### WORK INSTRUCTIONS:
Leaving out the pictures, output each record exactly as it stands.

*** DATA TO USE ***

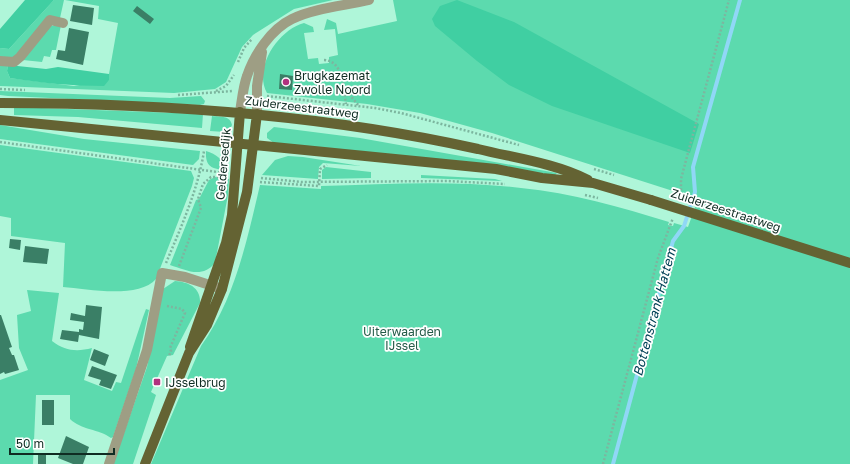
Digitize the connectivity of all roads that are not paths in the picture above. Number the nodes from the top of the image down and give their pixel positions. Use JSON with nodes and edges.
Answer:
{"nodes":[{"id":1,"x":370,"y":0,"type":"edge"},
{"id":2,"x":63,"y":22,"type":"dead end"},
{"id":3,"x":263,"y":47,"type":"junction"},
{"id":4,"x":0,"y":61,"type":"edge"},
{"id":5,"x":0,"y":103,"type":"edge"},
{"id":6,"x":240,"y":112,"type":"junction"},
{"id":7,"x":257,"y":114,"type":"junction"},
{"id":8,"x":0,"y":120,"type":"edge"},
{"id":9,"x":237,"y":144,"type":"junction"},
{"id":10,"x":253,"y":146,"type":"junction"},
{"id":11,"x":593,"y":183,"type":"junction"},
{"id":12,"x":850,"y":263,"type":"edge"},
{"id":13,"x":217,"y":288,"type":"junction"},
{"id":14,"x":109,"y":464,"type":"edge"},
{"id":15,"x":145,"y":464,"type":"edge"}],
"edges":[{"from":1,"to":3,"type":"street","name":"Geldersedijk"},
{"from":2,"to":4,"type":"street"},
{"from":3,"to":6,"type":"street","name":"Geldersedijk"},
{"from":3,"to":7,"type":"street","name":"Geldersedijk"},
{"from":5,"to":6,"type":"main road","name":"Zuiderzeestraatweg"},
{"from":6,"to":7,"type":"main road","name":"Zuiderzeestraatweg"},
{"from":6,"to":9,"type":"main road","name":"Geldersedijk"},
{"from":7,"to":10,"type":"main road","name":"Geldersedijk"},
{"from":7,"to":11,"type":"main road","name":"Zuiderzeestraatweg"},
{"from":8,"to":9,"type":"main road","name":"Zuiderzeestraatweg"},
{"from":9,"to":10,"type":"main road","name":"Zuiderzeestraatweg"},
{"from":9,"to":13,"type":"main road","name":"Geldersedijk"},
{"from":10,"to":11,"type":"main road","name":"Zuiderzeestraatweg"},
{"from":10,"to":13,"type":"main road","name":"Geldersedijk"},
{"from":11,"to":12,"type":"main road","name":"Zuiderzeestraatweg","bridge":true},
{"from":13,"to":14,"type":"street"},
{"from":13,"to":15,"type":"main road","name":"Geldersedijk"}]}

*** End of DATA TO USE ***

### ANSWER SPACE:
Digitize the connectivity of all roads that are not paths in the picture above. Number the nodes from the top of the image down and give their pixel positions. Use JSON with nodes and edges.
Answer:
{"nodes":[{"id":1,"x":370,"y":0,"type":"edge"},
{"id":2,"x":63,"y":22,"type":"dead end"},
{"id":3,"x":263,"y":47,"type":"junction"},
{"id":4,"x":0,"y":61,"type":"edge"},
{"id":5,"x":0,"y":103,"type":"edge"},
{"id":6,"x":240,"y":112,"type":"junction"},
{"id":7,"x":257,"y":114,"type":"junction"},
{"id":8,"x":0,"y":120,"type":"edge"},
{"id":9,"x":237,"y":144,"type":"junction"},
{"id":10,"x":253,"y":146,"type":"junction"},
{"id":11,"x":593,"y":183,"type":"junction"},
{"id":12,"x":850,"y":263,"type":"edge"},
{"id":13,"x":217,"y":288,"type":"junction"},
{"id":14,"x":109,"y":464,"type":"edge"},
{"id":15,"x":145,"y":464,"type":"edge"}],
"edges":[{"from":1,"to":3,"type":"street","name":"Geldersedijk"},
{"from":2,"to":4,"type":"street"},
{"from":3,"to":6,"type":"street","name":"Geldersedijk"},
{"from":3,"to":7,"type":"street","name":"Geldersedijk"},
{"from":5,"to":6,"type":"main road","name":"Zuiderzeestraatweg"},
{"from":6,"to":7,"type":"main road","name":"Zuiderzeestraatweg"},
{"from":6,"to":9,"type":"main road","name":"Geldersedijk"},
{"from":7,"to":10,"type":"main road","name":"Geldersedijk"},
{"from":7,"to":11,"type":"main road","name":"Zuiderzeestraatweg"},
{"from":8,"to":9,"type":"main road","name":"Zuiderzeestraatweg"},
{"from":9,"to":10,"type":"main road","name":"Zuiderzeestraatweg"},
{"from":9,"to":13,"type":"main road","name":"Geldersedijk"},
{"from":10,"to":11,"type":"main road","name":"Zuiderzeestraatweg"},
{"from":10,"to":13,"type":"main road","name":"Geldersedijk"},
{"from":11,"to":12,"type":"main road","name":"Zuiderzeestraatweg","bridge":true},
{"from":13,"to":14,"type":"street"},
{"from":13,"to":15,"type":"main road","name":"Geldersedijk"}]}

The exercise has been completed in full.